START ENTRIES PROVIDED

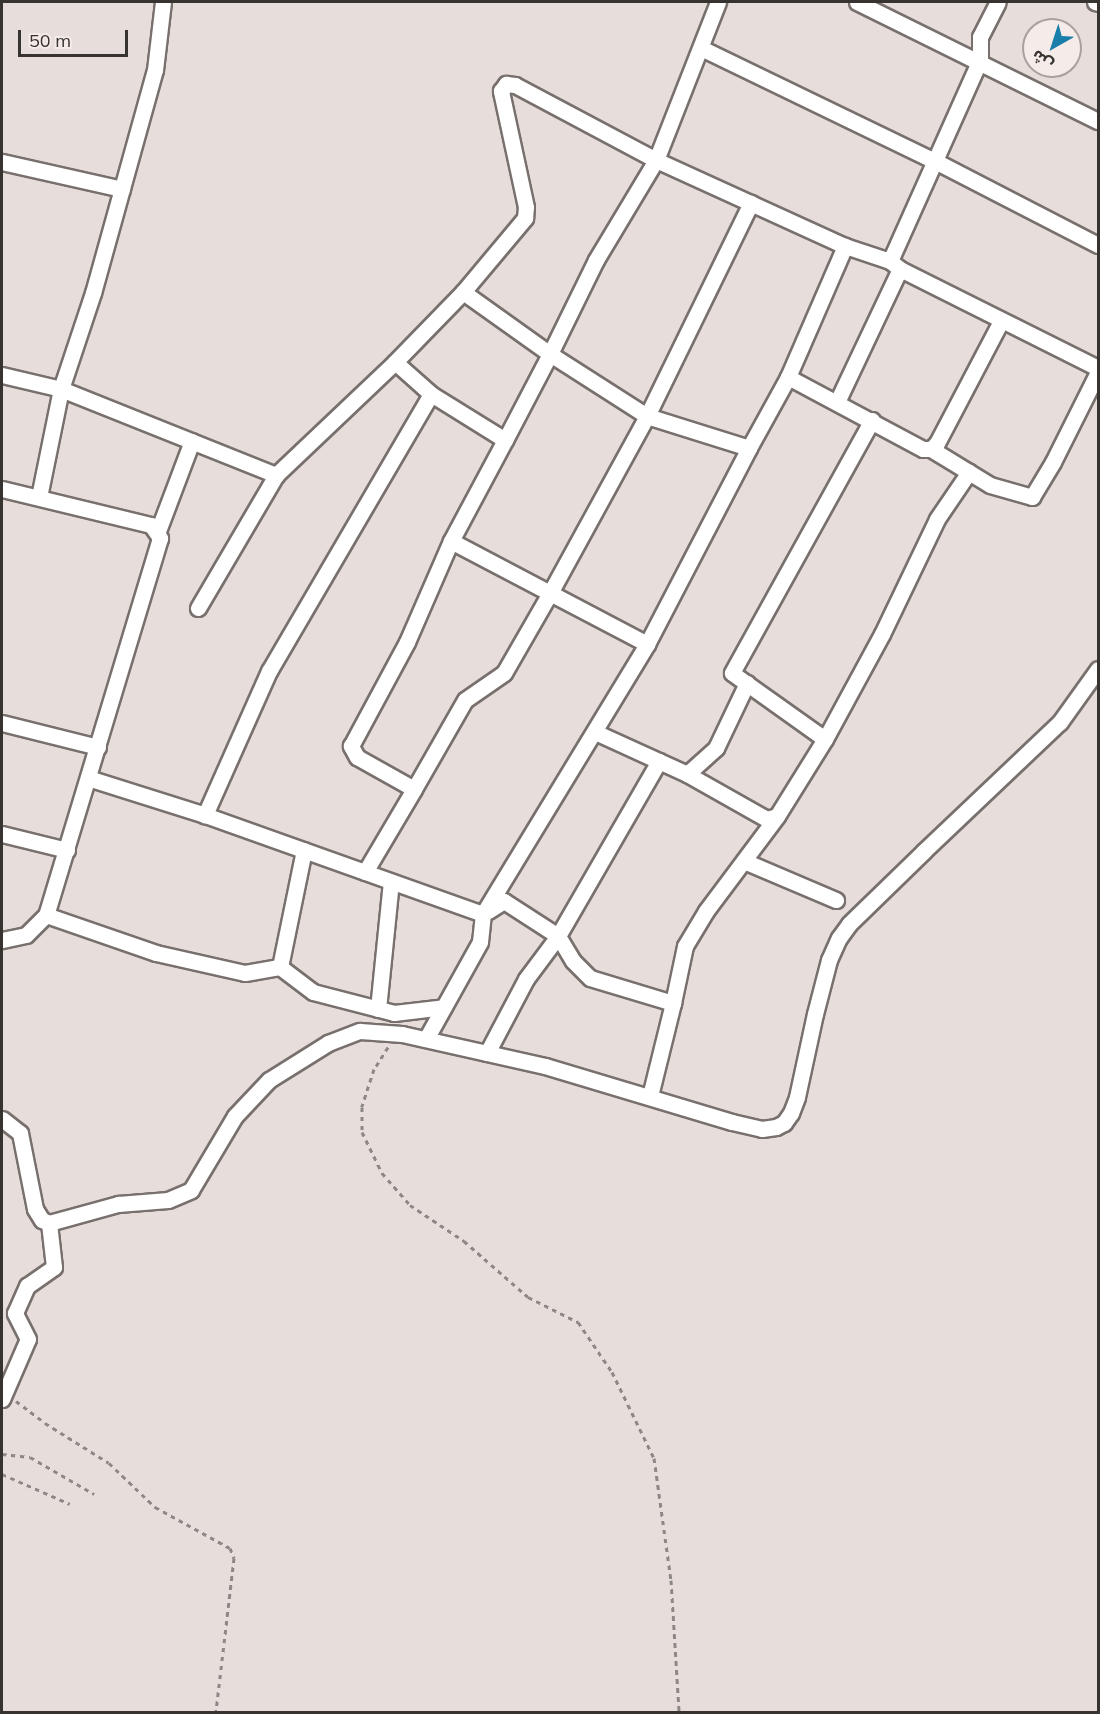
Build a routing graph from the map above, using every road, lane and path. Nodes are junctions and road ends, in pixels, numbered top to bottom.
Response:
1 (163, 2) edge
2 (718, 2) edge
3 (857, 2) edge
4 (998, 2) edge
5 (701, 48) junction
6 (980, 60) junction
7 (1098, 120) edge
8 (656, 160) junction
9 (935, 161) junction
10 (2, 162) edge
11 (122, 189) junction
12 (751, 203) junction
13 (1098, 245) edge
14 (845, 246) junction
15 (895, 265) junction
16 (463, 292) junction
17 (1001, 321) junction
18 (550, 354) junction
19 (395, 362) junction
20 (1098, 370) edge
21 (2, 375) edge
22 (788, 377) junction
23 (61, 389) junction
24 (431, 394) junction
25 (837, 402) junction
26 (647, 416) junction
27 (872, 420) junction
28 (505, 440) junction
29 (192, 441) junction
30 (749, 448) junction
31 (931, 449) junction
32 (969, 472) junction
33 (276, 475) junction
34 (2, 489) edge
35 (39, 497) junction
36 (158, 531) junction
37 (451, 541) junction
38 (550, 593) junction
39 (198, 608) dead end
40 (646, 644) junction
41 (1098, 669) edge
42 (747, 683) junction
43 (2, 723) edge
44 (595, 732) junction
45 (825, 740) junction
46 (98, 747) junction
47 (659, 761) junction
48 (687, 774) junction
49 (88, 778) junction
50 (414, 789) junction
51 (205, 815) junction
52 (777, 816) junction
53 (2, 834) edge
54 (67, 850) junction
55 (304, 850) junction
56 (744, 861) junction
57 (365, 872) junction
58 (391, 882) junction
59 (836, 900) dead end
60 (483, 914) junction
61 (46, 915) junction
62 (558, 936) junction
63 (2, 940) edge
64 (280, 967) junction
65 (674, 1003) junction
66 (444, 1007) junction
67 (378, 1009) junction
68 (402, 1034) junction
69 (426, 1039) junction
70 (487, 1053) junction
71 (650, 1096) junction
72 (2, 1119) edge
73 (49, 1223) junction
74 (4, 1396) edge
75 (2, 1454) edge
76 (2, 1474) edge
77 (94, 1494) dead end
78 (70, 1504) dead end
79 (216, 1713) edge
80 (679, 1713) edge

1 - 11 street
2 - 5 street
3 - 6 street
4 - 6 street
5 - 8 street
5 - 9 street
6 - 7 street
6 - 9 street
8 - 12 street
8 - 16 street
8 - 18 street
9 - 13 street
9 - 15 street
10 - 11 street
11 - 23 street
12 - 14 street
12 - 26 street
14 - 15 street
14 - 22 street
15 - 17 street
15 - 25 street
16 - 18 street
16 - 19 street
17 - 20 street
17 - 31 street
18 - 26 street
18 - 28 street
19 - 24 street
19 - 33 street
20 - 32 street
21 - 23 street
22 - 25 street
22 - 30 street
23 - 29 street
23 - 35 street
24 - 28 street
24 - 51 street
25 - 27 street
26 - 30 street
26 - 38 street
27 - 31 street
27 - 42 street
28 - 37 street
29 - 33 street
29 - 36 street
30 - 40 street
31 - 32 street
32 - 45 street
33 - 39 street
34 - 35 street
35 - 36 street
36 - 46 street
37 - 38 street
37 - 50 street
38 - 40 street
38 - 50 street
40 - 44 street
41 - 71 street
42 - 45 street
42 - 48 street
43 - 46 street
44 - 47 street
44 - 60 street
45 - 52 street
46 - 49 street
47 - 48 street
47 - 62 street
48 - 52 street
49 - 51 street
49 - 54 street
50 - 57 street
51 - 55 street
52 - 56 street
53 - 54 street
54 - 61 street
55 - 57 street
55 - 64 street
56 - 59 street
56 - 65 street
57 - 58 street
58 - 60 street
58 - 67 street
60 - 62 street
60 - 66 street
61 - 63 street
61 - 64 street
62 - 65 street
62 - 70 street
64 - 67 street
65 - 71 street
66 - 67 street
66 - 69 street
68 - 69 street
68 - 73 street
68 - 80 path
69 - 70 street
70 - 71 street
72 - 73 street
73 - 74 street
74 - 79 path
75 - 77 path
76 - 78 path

END ENTRIES PROVIDED
START ENTRIES PROVIDED

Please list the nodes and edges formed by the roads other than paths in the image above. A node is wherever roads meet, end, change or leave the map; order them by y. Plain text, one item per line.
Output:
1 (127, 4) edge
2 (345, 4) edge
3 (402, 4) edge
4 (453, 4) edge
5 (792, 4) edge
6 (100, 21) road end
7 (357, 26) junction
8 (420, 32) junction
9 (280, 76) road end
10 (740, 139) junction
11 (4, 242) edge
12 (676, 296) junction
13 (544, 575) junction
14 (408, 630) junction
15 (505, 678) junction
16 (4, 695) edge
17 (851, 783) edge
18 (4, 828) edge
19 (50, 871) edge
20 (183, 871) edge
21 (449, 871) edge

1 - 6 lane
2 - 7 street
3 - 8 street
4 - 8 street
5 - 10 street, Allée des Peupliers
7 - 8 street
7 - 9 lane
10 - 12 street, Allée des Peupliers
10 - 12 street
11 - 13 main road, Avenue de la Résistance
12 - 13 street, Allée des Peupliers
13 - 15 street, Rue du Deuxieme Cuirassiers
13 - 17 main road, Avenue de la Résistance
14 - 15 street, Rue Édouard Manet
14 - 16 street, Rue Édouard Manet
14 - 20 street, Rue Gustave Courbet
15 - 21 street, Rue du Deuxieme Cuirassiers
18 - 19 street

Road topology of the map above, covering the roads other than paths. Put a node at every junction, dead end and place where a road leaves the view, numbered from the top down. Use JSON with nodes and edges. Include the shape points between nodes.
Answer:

END ENTRIES PROVIDED

Lines that contain the string "numbered" should be copied from the material above.

Build a routing graph from the map above, using every road, lane and path. Nodes are junctions and road ends, in pixels, numbered top to bottom.
Road topology of the map above, covering the roads other than paths. Put a node at every junction, dead end and place where a road leaves the view, numbered from the top down. Use JSON with nodes and edges. Include the shape points between nodes.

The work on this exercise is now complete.